Senator Bill Cassidy

U.S. Sen. Bill Cassidy, R-La.

BATON ROUGE – Another Louisiana lawmaker in Washington has gone on record to express doubt that construction of a border wall will interfere with funding for the Comite River Diversion Canal.

In a report from The Associate Press, Sen. Bill Cassidy, R-Louisiana, said funding for the CRDC and other Louisiana flood control projects – including the West Shore Lake Pontchartrain Hurricane Projection Project – will not be affected if President Donald Trump pulled funds from the $13.9 billion disaster fund Congress created last year.  

The federal government has already obligated funding for those projects, which would eliminate the threat of a loss in revenue with those items already on the drawing board.

Funding for the wall at the U.S./Mexican border could affect projects in California, Florida, Puerto Rico, Texas and other areas which endured floods, hurricanes, wildfires and other natural disaster. The federal government has not yet allocated for those disasters, a spokesman for Sen. Cassidy told the Associated Press.  

The statement from Sen. Cassidy’s office follows suit with a message from Congressman Garret Graves, who said Friday he and other lawmakers have stayed in close contact with the White House, Army Corps of Engineers and budget office.

“We fought for well over a year to get these projects funded,” Graves said in a message on Facebook. “Ultimately, we announced an unprecedented $3 billion in funding to fully construct these projects and many others to help protect our homes, businesses and families.

“There are rumors that these projects are on the chopping block so the funds can be diverted to build a border wall,” he said. “We will continue to fight any effort to divert these important project funds.

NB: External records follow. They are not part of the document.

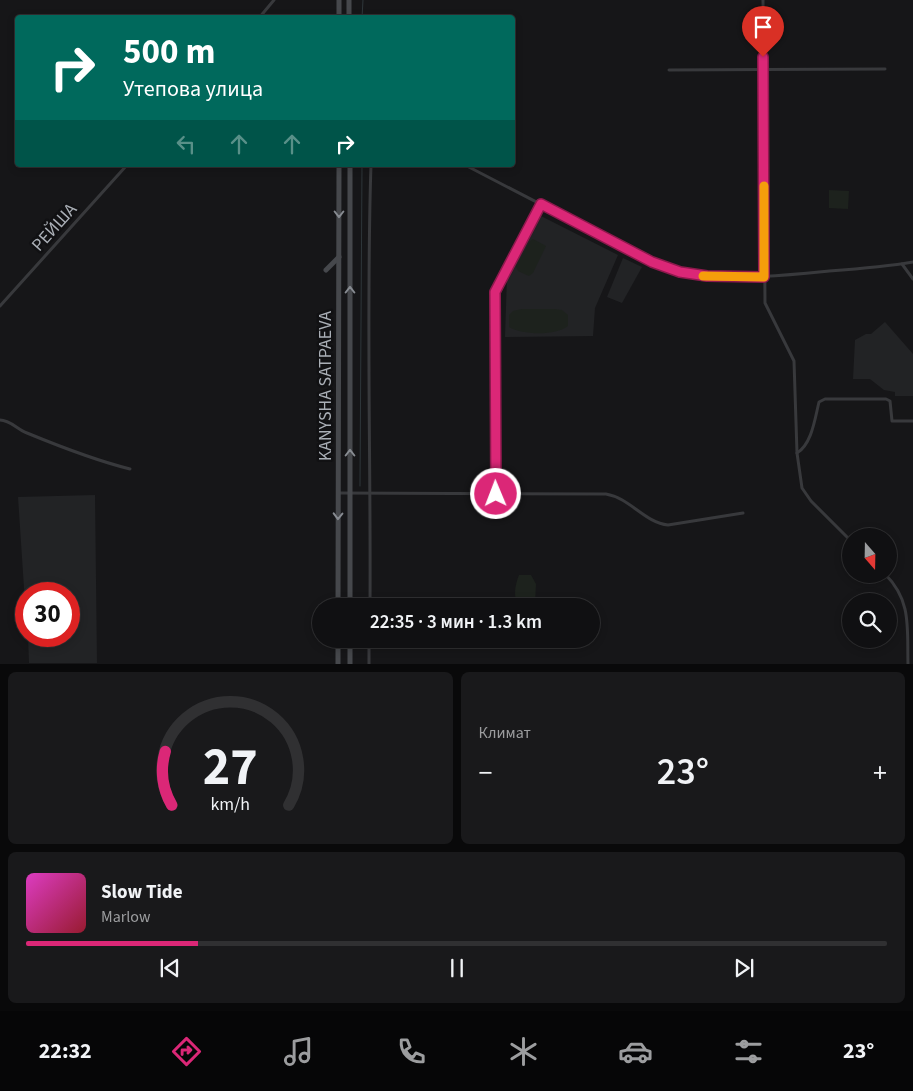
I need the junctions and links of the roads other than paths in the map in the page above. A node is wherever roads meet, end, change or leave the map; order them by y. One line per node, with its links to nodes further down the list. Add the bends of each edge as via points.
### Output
1 (274, 0): 5 (street)
2 (339, 0): 6 (main road)
3 (349, 0): 7 (main road)
4 (763, 0): 8 (street)
5 (262, 15)
6 (339, 15)
7 (349, 15)
8 (764, 69): 9 (street); 10 (street); 21 (street)
9 (885, 69)
10 (669, 70)
11 (125, 167): 23 (street, РЕЙША)
12 (339, 167): 17 (main road, KANYSHA SATPAEVA, one-way to 17)
13 (350, 167): 29 (main road, KANYSHA SATPAEVA, one-way to 13)
14 (371, 167): 30 (street, via 368,348)
15 (469, 167): 16 (street)
16 (541, 204): 21 (street, via 652,262 680,272); 31 (street, via 495,292)
17 (339, 257): 20 (main road); 28 (main road, KANYSHA SATPAEVA)
18 (913, 262): 19 (street)
19 (902, 263): 21 (street); 22 (street)
20 (326, 270)
21 (764, 277): 26 (street, via 764,303 790,350 796,372)
22 (913, 280)
23 (0, 306)
24 (0, 420): 27 (street, via 7,420 16,429 97,461)
25 (913, 421): 26 (street, via 892,421 890,401 886,399 825,399 819,402 808,440)
26 (797, 453): 33 (street, via 802,488)
27 (130, 469)
28 (338, 493): 29 (street); 35 (main road, KANYSHA SATPAEVA, one-way to 35)
29 (350, 494): 30 (street); 36 (main road, KANYSHA SATPAEVA)
30 (371, 494): 31 (street); 37 (street)
31 (496, 494): 32 (street, via 606,494 622,499 660,524 668,525)
32 (743, 513)
33 (842, 532)
34 (892, 583): 44 (street, via 907,610)
35 (338, 598)
36 (350, 598)
37 (370, 598)
38 (338, 648): 41 (main road)
39 (350, 648): 42 (main road)
40 (369, 648): 43 (street)
41 (338, 664)
42 (350, 664)
43 (369, 664)
44 (908, 664)

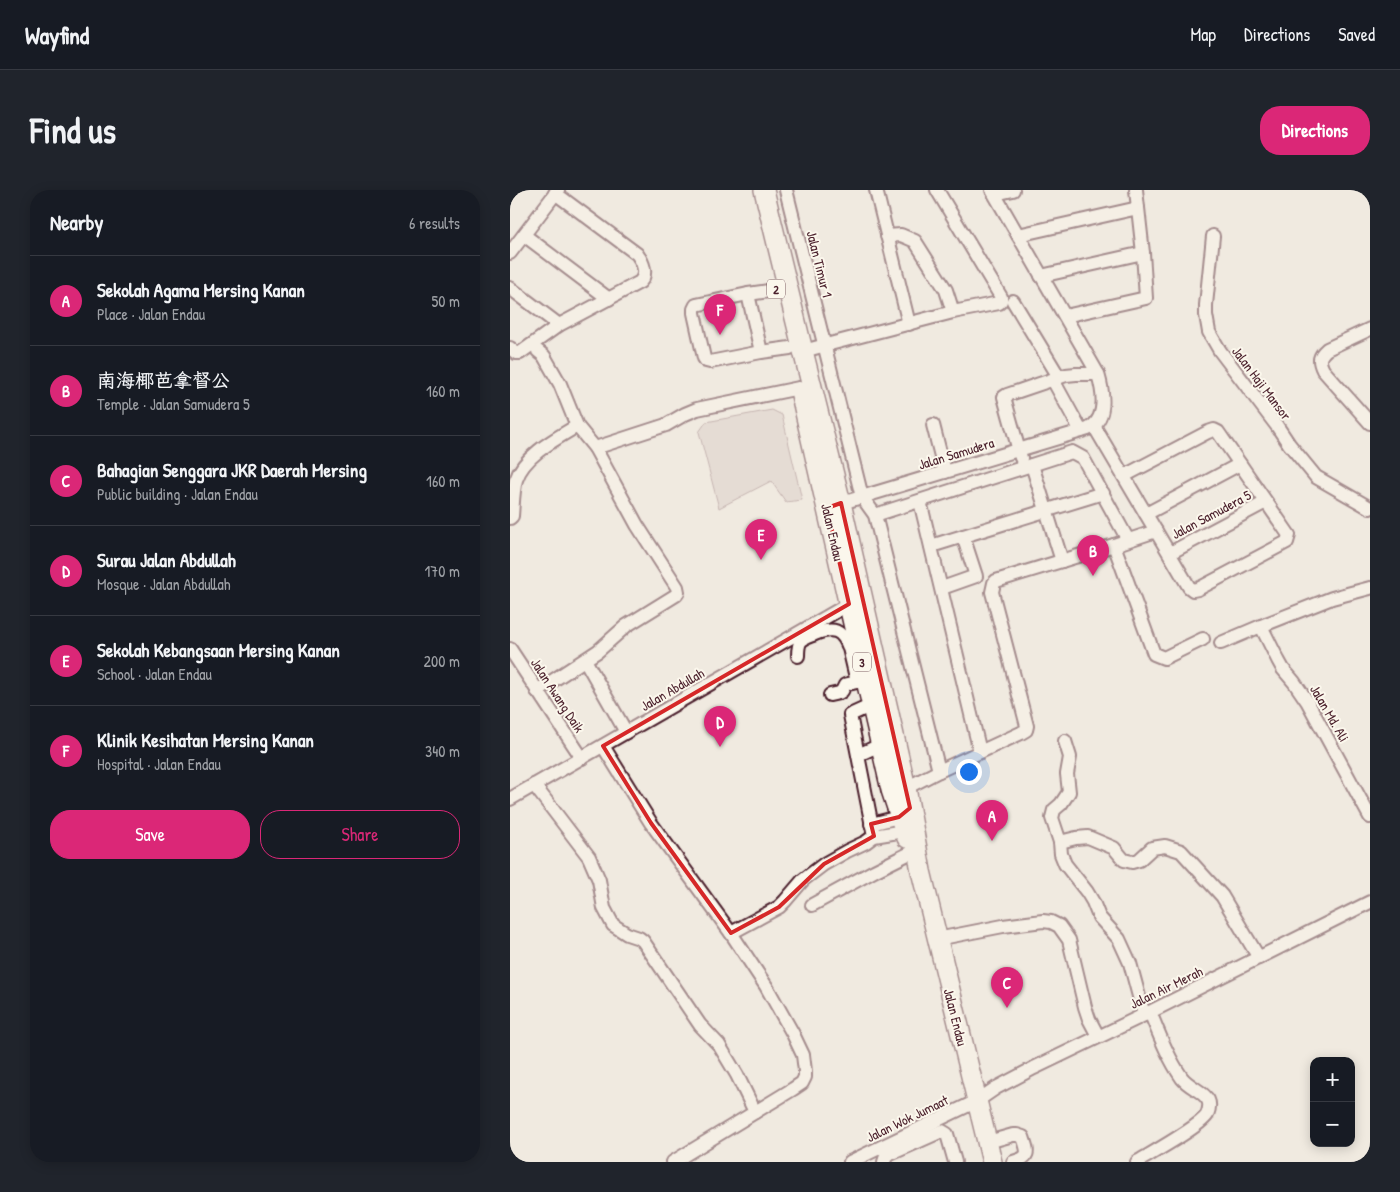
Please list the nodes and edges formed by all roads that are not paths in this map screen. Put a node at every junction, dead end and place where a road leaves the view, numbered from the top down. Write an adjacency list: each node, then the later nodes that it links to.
1 (752, 190): 19 (highway, Jalan Endau / 2)
2 (764, 190): 29 (highway, Jalan Endau / 3)
3 (786, 190): 28 (street, Jalan Timur 1)
4 (876, 190): 13 (street)
5 (937, 190): 22 (street)
6 (1013, 190): 9 (street)
7 (1136, 190): 10 (street)
8 (556, 192): 11 (street); 21 (street)
9 (993, 192): 12 (street)
10 (1138, 208): 12 (street); 16 (street)
11 (524, 234): 15 (street); 21 (street)
12 (1018, 235): 17 (street)
13 (887, 236): 23 (street); 25 (street)
14 (1213, 236): 52 (street, Jalan Haji Mansor)
15 (510, 253)
16 (1143, 253): 17 (street); 24 (street)
17 (1041, 276): 24 (street)
18 (510, 288): 26 (street)
19 (776, 290): 20 (street); 29 (highway, Jalan Endau / 2)
20 (748, 294): 32 (street); 32 (street)
21 (609, 299): 26 (street)
22 (1007, 301): 23 (street); 34 (street)
23 (953, 312): 25 (street)
24 (1065, 316): 33 (street)
25 (909, 324): 28 (street)
26 (559, 325): 30 (street)
27 (1370, 329): 36 (street)
28 (824, 345): 29 (street); 48 (street, Jalan Timur 1)
29 (796, 350): 32 (street); 35 (highway, Jalan Endau / 2); 51 (highway, Jalan Endau / 3)
30 (514, 351)
31 (538, 351): 38 (street)
32 (761, 352)
33 (1098, 374): 34 (street); 39 (street)
34 (1056, 379): 40 (street); 42 (street)
35 (799, 388): 41 (street); 51 (highway, Jalan Endau / 3)
36 (1370, 423)
37 (933, 425): 45 (street)
38 (577, 426): 41 (street); 56 (street)
39 (1094, 426): 40 (street, Jalan Samudera); 46 (street)
40 (1081, 431): 42 (street, Jalan Samudera)
41 (595, 448): 75 (street)
42 (1019, 450): 44 (street); 45 (street, Jalan Samudera)
43 (1240, 464): 46 (street); 50 (street); 54 (street)
44 (1028, 466): 47 (street); 49 (street); 53 (street)
45 (945, 472): 48 (street, Jalan Samudera)
46 (1124, 476): 54 (street)
47 (1103, 493): 53 (street); 59 (street)
48 (862, 497): 51 (street, Jalan Samudera); 55 (street)
49 (920, 501): 55 (street); 61 (street)
50 (1266, 502): 62 (street, Jalan Samudera 5); 62 (street)
51 (834, 506): 68 (highway, Jalan Endau / 3); 89 (highway, Jalan Endau / 3)
52 (1370, 508)
53 (1046, 510): 58 (street); 63 (street)
54 (1146, 514): 57 (street)
55 (875, 515): 87 (street)
56 (510, 518)
57 (1156, 531): 59 (street); 62 (street)
58 (963, 536): 61 (street); 64 (street)
59 (1128, 540): 60 (street)
60 (1114, 545): 63 (street); 70 (street)
61 (931, 546): 66 (street)
62 (1170, 553)
63 (1062, 561): 65 (street)
64 (976, 576): 65 (street); 66 (street)
65 (994, 583): 84 (street)
66 (942, 588): 84 (street)
67 (1370, 588): 69 (street)
68 (849, 604): 72 (highway, Jalan Endau / 3); 80 (street, Jalan Abdullah)
69 (1262, 626): 71 (street); 91 (street, Jalan Md. Ali)
70 (1203, 639)
71 (1222, 643)
72 (853, 646): 74 (street); 76 (highway, Jalan Endau / 3)
73 (511, 651): 77 (street, Jalan Awang Daik)
74 (798, 656)
75 (585, 660): 77 (street); 80 (street)
76 (861, 681): 78 (street); 79 (highway, Jalan Endau / 3)
77 (537, 691): 86 (street, Jalan Awang Daik)
78 (830, 695)
79 (872, 705): 82 (highway, Jalan Endau / 3); 85 (street)
80 (626, 732): 83 (street, Jalan Abdullah)
81 (1065, 741): 94 (street)
82 (880, 745): 85 (street); 92 (highway, Jalan Endau / 3)
83 (603, 746): 86 (street, Jalan Abdullah); 99 (street)
84 (980, 752): 87 (street)
85 (858, 755): 93 (street)
86 (582, 758): 88 (street, Jalan Abdullah)
87 (939, 771): 89 (street)
88 (534, 785): 90 (street, Jalan Abdullah); 105 (street)
89 (906, 788): 92 (highway, Jalan Endau / 3)
90 (510, 799)
91 (1370, 817)
92 (905, 819): 93 (street); 95 (highway, Jalan Endau / 3); 96 (highway, Jalan Endau / 3)
93 (872, 830): 99 (street)
94 (1060, 842): 101 (street); 102 (street)
95 (912, 852): 96 (highway, Jalan Endau / 3); 98 (street)
96 (921, 871): 100 (highway, Jalan Endau / 3)
97 (1370, 902): 101 (street, Jalan Air Merah)
98 (812, 905)
99 (731, 933): 105 (street)
100 (937, 939): 103 (street); 104 (highway, Jalan Endau / 3)
101 (1259, 958): 102 (street, Jalan Air Merah)
102 (1147, 1013): 103 (street, Jalan Air Merah); 113 (street)
103 (1098, 1036): 104 (street, Jalan Air Merah)
104 (977, 1101): 106 (highway, Jalan Endau / 3); 108 (street, Jalan Wok Jumaat)
105 (755, 1112): 107 (street)
106 (988, 1142): 111 (highway, Jalan Endau / 3); 112 (street)
107 (673, 1162)
108 (850, 1162)
109 (884, 1162): 110 (street)
110 (955, 1162)
111 (992, 1162)
112 (1013, 1162)
113 (1137, 1162)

“Right now, these projects and their funding are protected,” Graves said. “With all of the efforts we made to secure these funds and the importance of the projects on the line, we will not stop fighting to project built.”

The federal government has other options available to fund border security.

“In the meantime, we are continuing to work to improve border security and restore government functions,” Graves said.

The funding issue arose as the nation remains in a partial government shutdown which began Dec. 22, largely due to the disagreement over funding for the border wall.

The shutdown is now the longest in the nation's history, outlasting the 1995-96 lockout during the Bill Clinton Administration.